The mixture of GX (guttiferone E and xanthochymol), an inseparable polycyclic polyprenylated acylphloroglucinol (PPAP), showed moderate cytotoxic activities. The chemical transformation of GX yielded three different types of PPAPs (1, 2, and 3/4). A series of analogs were prepared, and the structures of the 40 newly synthesized compounds were elucidated by 1D and 2D NMR and HR-ESI-MS. The derivatives were screened in vitro for antiproliferative activity against five human cancer cell lines: human leukemic cell lines (HEL and K562), cervical cancer cell line (Hela), human breast adenocarcinoma cell line (MCF-7), and human non-small cell lung cancer cell line (A549), using the MTT assay, and most of the derivatives showed good cytotoxic activities.
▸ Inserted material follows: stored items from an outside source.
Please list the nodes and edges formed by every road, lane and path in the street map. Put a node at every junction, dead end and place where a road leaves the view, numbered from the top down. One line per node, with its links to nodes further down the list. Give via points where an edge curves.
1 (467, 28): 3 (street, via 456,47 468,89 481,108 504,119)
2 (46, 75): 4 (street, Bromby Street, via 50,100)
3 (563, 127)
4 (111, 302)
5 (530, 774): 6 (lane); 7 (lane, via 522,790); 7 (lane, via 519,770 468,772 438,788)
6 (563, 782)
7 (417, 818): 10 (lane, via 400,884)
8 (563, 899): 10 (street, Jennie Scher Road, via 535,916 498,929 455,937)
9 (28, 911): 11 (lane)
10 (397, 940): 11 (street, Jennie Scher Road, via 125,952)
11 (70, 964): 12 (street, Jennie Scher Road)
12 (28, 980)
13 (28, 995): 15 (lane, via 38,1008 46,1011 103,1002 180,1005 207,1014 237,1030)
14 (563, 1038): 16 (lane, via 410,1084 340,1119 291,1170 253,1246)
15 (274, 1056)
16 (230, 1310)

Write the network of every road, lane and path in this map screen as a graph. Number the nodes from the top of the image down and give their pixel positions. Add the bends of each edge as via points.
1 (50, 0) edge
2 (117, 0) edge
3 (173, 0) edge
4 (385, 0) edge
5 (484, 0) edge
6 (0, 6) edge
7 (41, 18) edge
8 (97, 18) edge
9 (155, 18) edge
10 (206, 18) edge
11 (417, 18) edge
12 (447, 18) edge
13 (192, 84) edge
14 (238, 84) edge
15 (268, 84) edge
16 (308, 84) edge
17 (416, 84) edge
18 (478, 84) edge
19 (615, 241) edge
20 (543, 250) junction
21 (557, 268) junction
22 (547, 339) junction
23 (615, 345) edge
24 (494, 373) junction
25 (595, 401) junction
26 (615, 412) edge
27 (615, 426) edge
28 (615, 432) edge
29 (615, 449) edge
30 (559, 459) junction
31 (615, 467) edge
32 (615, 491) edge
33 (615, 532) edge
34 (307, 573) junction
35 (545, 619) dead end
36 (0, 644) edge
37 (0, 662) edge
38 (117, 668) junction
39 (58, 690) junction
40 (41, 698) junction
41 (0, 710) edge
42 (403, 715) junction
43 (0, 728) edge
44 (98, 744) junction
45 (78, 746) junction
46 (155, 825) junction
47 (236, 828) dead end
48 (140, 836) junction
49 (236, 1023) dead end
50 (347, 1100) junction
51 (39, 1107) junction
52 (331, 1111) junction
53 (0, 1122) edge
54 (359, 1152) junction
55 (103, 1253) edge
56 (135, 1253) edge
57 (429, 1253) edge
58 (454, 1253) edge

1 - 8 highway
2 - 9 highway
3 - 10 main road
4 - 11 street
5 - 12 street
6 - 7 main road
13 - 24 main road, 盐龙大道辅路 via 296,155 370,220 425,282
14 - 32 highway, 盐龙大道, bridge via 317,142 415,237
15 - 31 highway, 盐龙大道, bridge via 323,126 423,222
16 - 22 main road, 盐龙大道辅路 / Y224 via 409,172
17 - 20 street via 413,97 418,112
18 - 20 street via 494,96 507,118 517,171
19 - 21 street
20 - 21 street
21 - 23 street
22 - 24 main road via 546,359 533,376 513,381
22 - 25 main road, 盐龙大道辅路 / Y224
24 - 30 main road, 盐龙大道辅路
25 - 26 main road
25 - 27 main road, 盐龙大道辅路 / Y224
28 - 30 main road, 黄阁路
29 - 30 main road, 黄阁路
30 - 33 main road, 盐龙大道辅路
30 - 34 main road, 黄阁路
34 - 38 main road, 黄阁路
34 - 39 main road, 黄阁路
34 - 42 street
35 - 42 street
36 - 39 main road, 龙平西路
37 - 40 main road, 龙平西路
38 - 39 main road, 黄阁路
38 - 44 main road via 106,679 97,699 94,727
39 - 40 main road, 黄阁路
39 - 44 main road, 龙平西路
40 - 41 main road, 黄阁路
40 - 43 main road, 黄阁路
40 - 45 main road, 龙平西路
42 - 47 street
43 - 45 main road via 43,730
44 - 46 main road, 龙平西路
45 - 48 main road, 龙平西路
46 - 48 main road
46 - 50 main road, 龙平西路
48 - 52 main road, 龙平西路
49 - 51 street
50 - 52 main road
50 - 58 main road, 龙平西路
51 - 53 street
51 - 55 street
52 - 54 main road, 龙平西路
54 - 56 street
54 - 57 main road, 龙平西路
Noticeably, compound 2, a novel tautomer with a hemiketal, exhibited selective cytotoxic activities against HEL (IC50 = 4.79 ± 0.23 μM) and K562 (IC50 = 7.69 ± 0.34 μM) leukemia cells. The mechanism studies indicated that compound 2 induced apoptosis and arrested the cell cycle at the G0/G1 phase in the HEL cell line. Furthermore, compound 2 activated the intrinsic pathway by reducing the expression of anti-apoptotic protein Bcl-2 and cell cycle-specific cyclin D1 and by enhancing the pro-apoptotic protein Bax. Moreover, the caspase-3 and PPRP1 levels were also upregulated. Our present results suggest that compound 2 is a potential candidate for developing novel anti-leukemia agents in the future. [Display omitted] •The chemical transformation of the mixture of guttiferone E and xanthochymol yielded three different types of PPAPs.•40 newly synthesized compounds were evaluated for the cytotoxicities against five tumor cell lines.•The novel compound 2 exhibited selectively cytotoxic activities on HEL and K562 leukemia cells.•Compound 2 showed the stronger cytotoxic activity by inducing cell apoptosis and arresting cell cycle phase in HEL cells.